Pomaderris ferruginea, commonly known as rusty pomaderris, is a species of flowering plant in the family Rhamnaceae and is endemic to south-eastern continental Australia. It is a shrub with rusty-hairy stems, egg-shaped leaves, and clusters of cream-coloured, whitish or yellow flowers.

==Description==
Pomaderris ferruginea is a shrub that typically grows to a height of 1.5–4 m, its branchlets covered with shaggy, rust-coloured hairs. The leaves are egg-shaped or narrowly egg-shaped, 30–90 mm long and 15–40 mm wide, the upper surface glabrous and the lower surface covered with curved, rust-coloured hairs. The flowers are cream-coloured and borne in pyramid-shaped to hemispherical panicles 30–100 mm wide on the ends of branches, each flower on a pedicel 1.5–4 mm long with bracts at the base but that fall off as the flower opens. The floral cup is 1.0–1.5 mm long, the sepals 1.5–2.5 mm long but fall off as the flowers open, and the petals are 1–2 mm long.
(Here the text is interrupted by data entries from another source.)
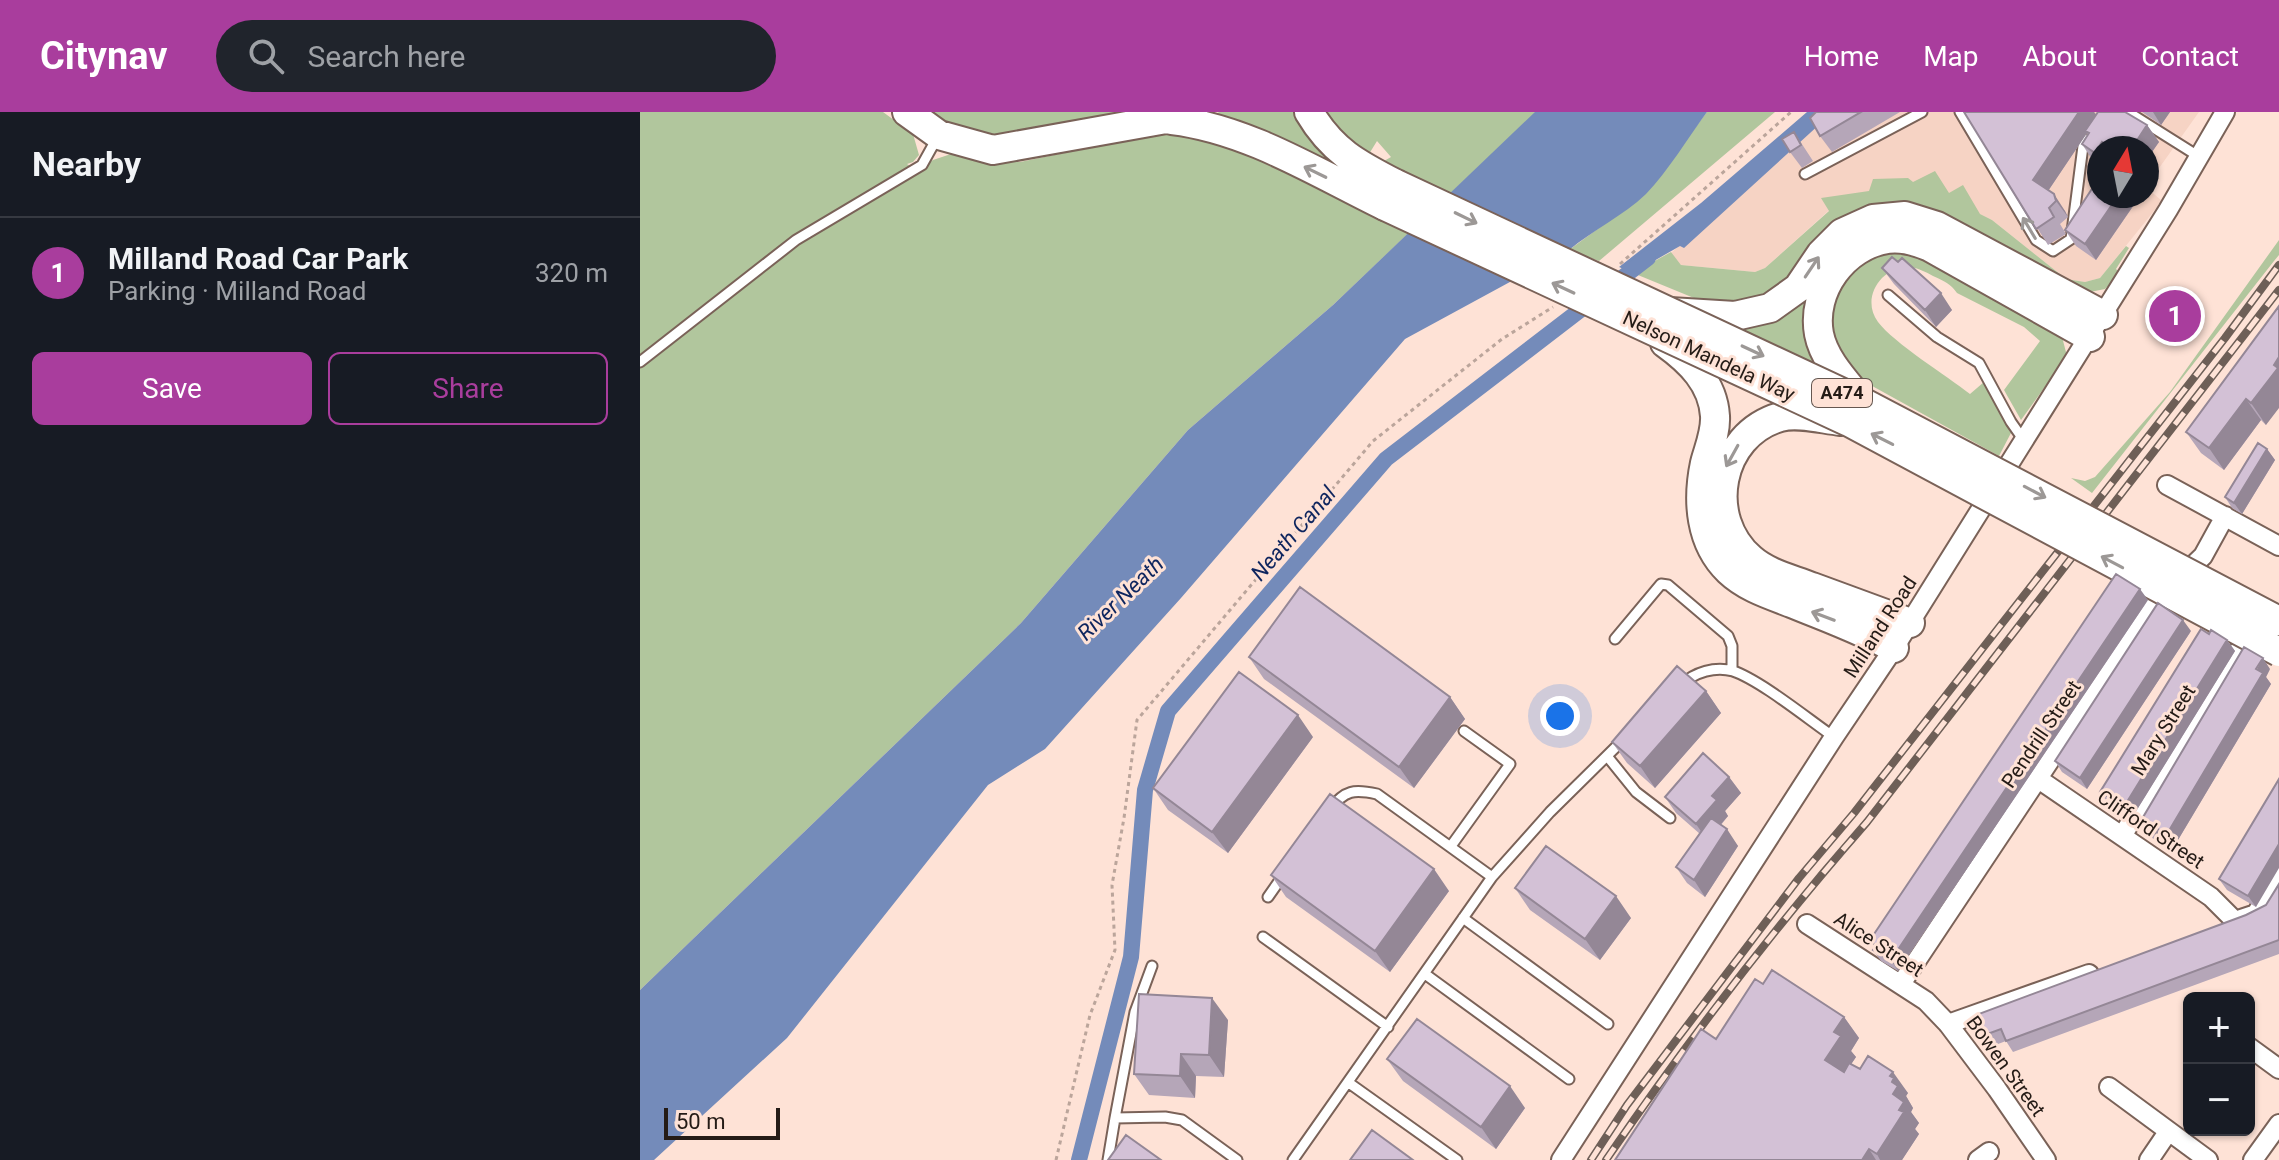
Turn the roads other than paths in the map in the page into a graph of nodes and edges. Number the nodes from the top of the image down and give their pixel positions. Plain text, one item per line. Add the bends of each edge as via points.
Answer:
1 (907, 112) edge
2 (1309, 112) edge
3 (1922, 112) edge
4 (1960, 112) edge
5 (2128, 112) edge
6 (2219, 114) edge
7 (1179, 116) edge
8 (2090, 134) edge
9 (939, 135) junction
10 (2198, 156) junction
11 (1805, 174) dead end
12 (1390, 195) junction
13 (1934, 236) junction
14 (1888, 295) dead end
15 (1669, 312) junction
16 (1634, 321) junction
17 (2096, 326) junction
18 (640, 362) edge
19 (1856, 412) junction
20 (2025, 442) junction
21 (2167, 485) dead end
22 (2225, 516) junction
23 (1722, 544) junction
24 (2279, 546) edge
25 (2279, 621) edge
26 (1910, 623) junction
27 (2223, 638) edge
28 (1615, 639) dead end
29 (2241, 647) junction
30 (1894, 648) junction
31 (2272, 656) edge
32 (1732, 670) junction
33 (1670, 696) edge
34 (1464, 731) dead end
35 (1628, 736) edge
36 (1834, 737) junction
37 (1607, 756) junction
38 (2037, 778) junction
39 (1327, 813) edge
40 (1670, 818) dead end
41 (2122, 836) junction
42 (1451, 846) junction
43 (1285, 873) edge
44 (2279, 875) edge
45 (1492, 877) junction
46 (1268, 897) dead end
47 (1463, 918) junction
48 (1807, 924) dead end
49 (1263, 937) dead end
50 (1152, 966) dead end
51 (2106, 968) edge
52 (1425, 974) junction
53 (1901, 984) junction
54 (1926, 1001) joint
55 (1608, 1024) dead end
56 (1948, 1024) junction
57 (1388, 1027) junction
58 (2255, 1051) edge
59 (2279, 1069) edge
60 (1569, 1079) dead end
61 (1349, 1083) junction
62 (2109, 1087) dead end
63 (1115, 1118) junction
64 (2279, 1124) edge
65 (2168, 1132) junction
66 (1108, 1160) edge
67 (1237, 1160) edge
68 (1293, 1160) edge
69 (1457, 1160) edge
70 (1561, 1160) edge
71 (2046, 1160) edge
72 (2149, 1160) edge
73 (2208, 1160) edge
74 (2253, 1160) edge

1 - 9 main road
2 - 12 main road, Nelson Mandela Way / A474 via 1323,134
3 - 11 lane
8 -> 4 lane via 2083,146 2071,239 2053,251 2036,240
5 - 10 lane
6 - 10 street, Milland Road
7 - 9 main road, Nelson Mandela Way via 993,150
12 -> 7 main road, Nelson Mandela Way / A474
9 - 18 lane via 922,165 796,240
10 - 17 street, Milland Road
12 -> 15 main road, Nelson Mandela Way / A474, bridge
16 -> 12 main road, Nelson Mandela Way / A474, bridge
15 -> 13 main road via 1735,316 1778,304 1798,288 1831,242 1873,219 1905,216
13 - 17 main road
13 - 19 main road via 1871,243 1849,256 1824,290 1819,334
14 - 20 lane via 1937,337 1979,363
15 -> 19 main road, Nelson Mandela Way / A474, bridge
16 - 19 main road, Nelson Mandela Way / A474, bridge
16 - 23 main road, bridge via 1694,366 1710,396 1715,416 1700,496 1703,522
17 - 20 street, Milland Road
19 -> 23 main road via 1782,416 1756,427 1736,446 1722,485
19 -> 25 main road, Nelson Mandela Way / A474, bridge
31 -> 19 main road, Nelson Mandela Way / A474, bridge
20 - 26 street, Milland Road
21 - 22 street
22 - 24 street
22 - 38 street, Pendrill Street via 2203,556 2156,601
23 - 26 main road via 1771,572
30 -> 23 main road via 1751,587 1729,571
26 - 30 street, Milland Road
27 - 29 street
28 - 32 lane via 1661,584 1668,585 1728,636
29 - 31 street
29 - 41 street, Mary Street
30 - 36 street, Milland Road
32 - 33 lane via 1692,675
32 - 36 lane
34 - 42 lane via 1510,764
35 - 37 lane
36 - 70 street, Milland Road
37 - 40 lane via 1636,792
37 - 45 lane
38 - 41 street, Clifford Street
38 - 53 street, Pendrill Street
39 - 42 lane via 1340,797 1357,790 1377,794
41 - 44 street, Clifford Street via 2211,897 2228,924 2256,914
42 - 45 lane
43 - 46 lane
45 - 47 lane
47 - 52 lane
47 - 55 lane
48 - 53 street, Alice Street
49 - 57 lane
50 - 63 lane via 1135,1012
51 - 56 street
52 - 57 lane
52 - 60 lane
53 - 54 street, Alice Street
54 - 56 street, Bowen Street
56 - 71 street, Bowen Street
57 - 61 lane
58 - 59 street
61 - 68 lane
61 - 69 lane
62 - 65 street
63 - 66 lane
63 - 67 lane via 1182,1120
64 - 74 street
65 - 72 street
65 - 73 street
Flowering occurs from August to October.

==Taxonomy==
Pomaderris ferruginea was first formally described in 1837 by Eduard Fenzl in Enumeratio plantarum quas in Novae Hollandiae ora austro-occidentali ad fluvium Cygnorum et in sinu Regis Georgii collegit Carolus Liber Baro de Hügel from an unpublished description by Franz Sieber. The specific epithet (ferruginea) means "rust-coloured".

==Distribution and habitat==
Rusty pomaderris grows in open forest, often along streams from south-east Queensland, along the coast and tablelands of New South Wales and as far east as Bairnsdale in Victoria.